Supplied information =
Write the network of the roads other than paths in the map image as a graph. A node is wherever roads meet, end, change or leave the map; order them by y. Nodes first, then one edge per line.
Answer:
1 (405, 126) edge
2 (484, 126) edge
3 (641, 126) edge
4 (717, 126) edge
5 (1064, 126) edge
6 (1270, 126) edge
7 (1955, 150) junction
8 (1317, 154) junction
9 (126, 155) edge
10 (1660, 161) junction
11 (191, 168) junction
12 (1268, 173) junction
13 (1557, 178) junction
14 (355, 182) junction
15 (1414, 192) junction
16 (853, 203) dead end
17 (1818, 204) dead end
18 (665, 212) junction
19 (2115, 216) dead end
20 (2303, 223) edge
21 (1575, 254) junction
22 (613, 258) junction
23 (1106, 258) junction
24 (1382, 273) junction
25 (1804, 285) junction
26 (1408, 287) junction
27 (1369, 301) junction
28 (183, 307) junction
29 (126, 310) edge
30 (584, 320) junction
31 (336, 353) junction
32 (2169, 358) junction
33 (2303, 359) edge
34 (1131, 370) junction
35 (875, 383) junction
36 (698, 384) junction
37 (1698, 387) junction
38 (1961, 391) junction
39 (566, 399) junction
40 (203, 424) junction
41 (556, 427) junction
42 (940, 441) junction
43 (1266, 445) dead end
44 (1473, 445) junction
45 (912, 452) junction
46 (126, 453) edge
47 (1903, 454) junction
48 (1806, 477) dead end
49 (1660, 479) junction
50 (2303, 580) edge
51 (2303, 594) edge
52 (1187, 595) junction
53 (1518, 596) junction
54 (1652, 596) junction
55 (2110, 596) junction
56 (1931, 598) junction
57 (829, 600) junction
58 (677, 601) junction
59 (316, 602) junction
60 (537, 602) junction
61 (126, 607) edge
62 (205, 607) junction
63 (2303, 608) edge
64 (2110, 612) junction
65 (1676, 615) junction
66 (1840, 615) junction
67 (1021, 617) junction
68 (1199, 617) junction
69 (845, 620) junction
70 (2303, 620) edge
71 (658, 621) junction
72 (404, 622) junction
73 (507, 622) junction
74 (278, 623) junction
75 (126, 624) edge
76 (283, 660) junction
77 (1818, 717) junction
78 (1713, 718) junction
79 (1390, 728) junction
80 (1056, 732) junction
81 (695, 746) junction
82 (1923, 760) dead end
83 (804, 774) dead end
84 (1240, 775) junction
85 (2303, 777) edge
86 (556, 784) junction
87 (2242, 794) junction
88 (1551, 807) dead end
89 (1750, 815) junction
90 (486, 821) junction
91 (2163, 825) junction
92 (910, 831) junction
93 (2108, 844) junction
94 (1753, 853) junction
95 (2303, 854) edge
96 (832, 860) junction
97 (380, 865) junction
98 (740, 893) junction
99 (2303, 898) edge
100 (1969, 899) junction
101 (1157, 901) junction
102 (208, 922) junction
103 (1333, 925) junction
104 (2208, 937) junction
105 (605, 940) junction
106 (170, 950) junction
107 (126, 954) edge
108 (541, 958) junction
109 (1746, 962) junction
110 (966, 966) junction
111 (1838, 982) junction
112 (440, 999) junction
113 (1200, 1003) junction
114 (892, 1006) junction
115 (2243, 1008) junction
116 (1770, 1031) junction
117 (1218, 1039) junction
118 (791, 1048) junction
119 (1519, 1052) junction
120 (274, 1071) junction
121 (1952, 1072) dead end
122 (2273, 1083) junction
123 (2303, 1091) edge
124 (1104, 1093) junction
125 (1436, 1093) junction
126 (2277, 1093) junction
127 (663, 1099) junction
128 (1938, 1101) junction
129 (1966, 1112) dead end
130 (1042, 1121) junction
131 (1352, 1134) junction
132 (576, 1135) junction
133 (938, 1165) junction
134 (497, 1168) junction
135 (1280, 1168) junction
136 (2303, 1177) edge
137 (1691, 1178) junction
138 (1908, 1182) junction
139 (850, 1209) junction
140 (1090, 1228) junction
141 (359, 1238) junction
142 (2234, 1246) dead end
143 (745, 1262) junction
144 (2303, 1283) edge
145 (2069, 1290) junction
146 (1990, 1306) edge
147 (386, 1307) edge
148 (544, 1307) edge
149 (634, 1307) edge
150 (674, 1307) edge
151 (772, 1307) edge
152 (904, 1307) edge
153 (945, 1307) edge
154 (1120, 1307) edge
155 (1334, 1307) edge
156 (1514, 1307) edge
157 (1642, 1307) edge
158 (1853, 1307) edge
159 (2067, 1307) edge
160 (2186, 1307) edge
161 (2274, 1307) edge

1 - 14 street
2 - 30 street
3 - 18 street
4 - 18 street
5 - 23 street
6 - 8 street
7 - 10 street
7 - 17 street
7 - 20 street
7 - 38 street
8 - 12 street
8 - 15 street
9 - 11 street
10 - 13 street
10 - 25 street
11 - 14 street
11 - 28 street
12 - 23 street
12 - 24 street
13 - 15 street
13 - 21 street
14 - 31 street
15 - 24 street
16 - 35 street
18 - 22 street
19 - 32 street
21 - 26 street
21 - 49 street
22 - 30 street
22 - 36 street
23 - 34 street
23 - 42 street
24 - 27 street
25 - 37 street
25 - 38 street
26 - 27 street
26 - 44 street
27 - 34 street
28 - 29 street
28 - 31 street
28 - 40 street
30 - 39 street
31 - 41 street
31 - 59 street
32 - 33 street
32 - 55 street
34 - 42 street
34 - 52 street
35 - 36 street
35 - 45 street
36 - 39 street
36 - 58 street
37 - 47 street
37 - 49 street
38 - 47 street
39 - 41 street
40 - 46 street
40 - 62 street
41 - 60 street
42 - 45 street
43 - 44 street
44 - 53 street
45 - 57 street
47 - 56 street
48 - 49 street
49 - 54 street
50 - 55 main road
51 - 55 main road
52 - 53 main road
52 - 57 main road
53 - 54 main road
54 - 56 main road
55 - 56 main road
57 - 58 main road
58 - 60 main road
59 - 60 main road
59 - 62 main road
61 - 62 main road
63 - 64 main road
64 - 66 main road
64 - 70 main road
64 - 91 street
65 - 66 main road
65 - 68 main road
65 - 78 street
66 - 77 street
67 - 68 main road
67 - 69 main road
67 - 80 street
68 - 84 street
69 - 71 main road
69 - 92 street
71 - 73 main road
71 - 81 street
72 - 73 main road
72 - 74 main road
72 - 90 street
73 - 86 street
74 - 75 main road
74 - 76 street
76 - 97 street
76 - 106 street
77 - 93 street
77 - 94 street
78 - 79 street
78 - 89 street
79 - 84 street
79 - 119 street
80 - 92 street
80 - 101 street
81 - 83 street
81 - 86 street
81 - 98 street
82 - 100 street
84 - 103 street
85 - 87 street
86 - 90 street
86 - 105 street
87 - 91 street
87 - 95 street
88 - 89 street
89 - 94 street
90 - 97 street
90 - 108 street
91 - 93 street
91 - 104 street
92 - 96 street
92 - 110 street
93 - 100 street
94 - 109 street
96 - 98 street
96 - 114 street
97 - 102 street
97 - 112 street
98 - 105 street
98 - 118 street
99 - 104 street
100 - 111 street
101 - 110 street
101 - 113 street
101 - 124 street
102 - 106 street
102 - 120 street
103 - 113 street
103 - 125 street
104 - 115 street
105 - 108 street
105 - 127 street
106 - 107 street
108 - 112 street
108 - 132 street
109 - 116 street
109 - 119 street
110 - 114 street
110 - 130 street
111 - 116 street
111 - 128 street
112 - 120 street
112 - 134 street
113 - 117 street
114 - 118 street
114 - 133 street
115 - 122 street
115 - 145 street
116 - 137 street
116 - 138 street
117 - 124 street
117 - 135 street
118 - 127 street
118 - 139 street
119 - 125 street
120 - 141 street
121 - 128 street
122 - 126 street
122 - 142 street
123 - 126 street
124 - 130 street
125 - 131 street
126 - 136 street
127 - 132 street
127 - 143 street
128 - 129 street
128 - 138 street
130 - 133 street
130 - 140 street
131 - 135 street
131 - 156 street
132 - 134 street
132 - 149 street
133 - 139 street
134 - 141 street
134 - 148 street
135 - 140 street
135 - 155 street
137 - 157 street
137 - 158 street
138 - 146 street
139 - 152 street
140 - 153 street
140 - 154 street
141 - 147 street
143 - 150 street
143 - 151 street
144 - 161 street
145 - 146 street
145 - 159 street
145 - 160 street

What the task requires = Copy out each line of the listing that contains the word "dead".

Answer to the problem =
16 (853, 203) dead end
17 (1818, 204) dead end
19 (2115, 216) dead end
43 (1266, 445) dead end
48 (1806, 477) dead end
82 (1923, 760) dead end
83 (804, 774) dead end
88 (1551, 807) dead end
121 (1952, 1072) dead end
129 (1966, 1112) dead end
142 (2234, 1246) dead end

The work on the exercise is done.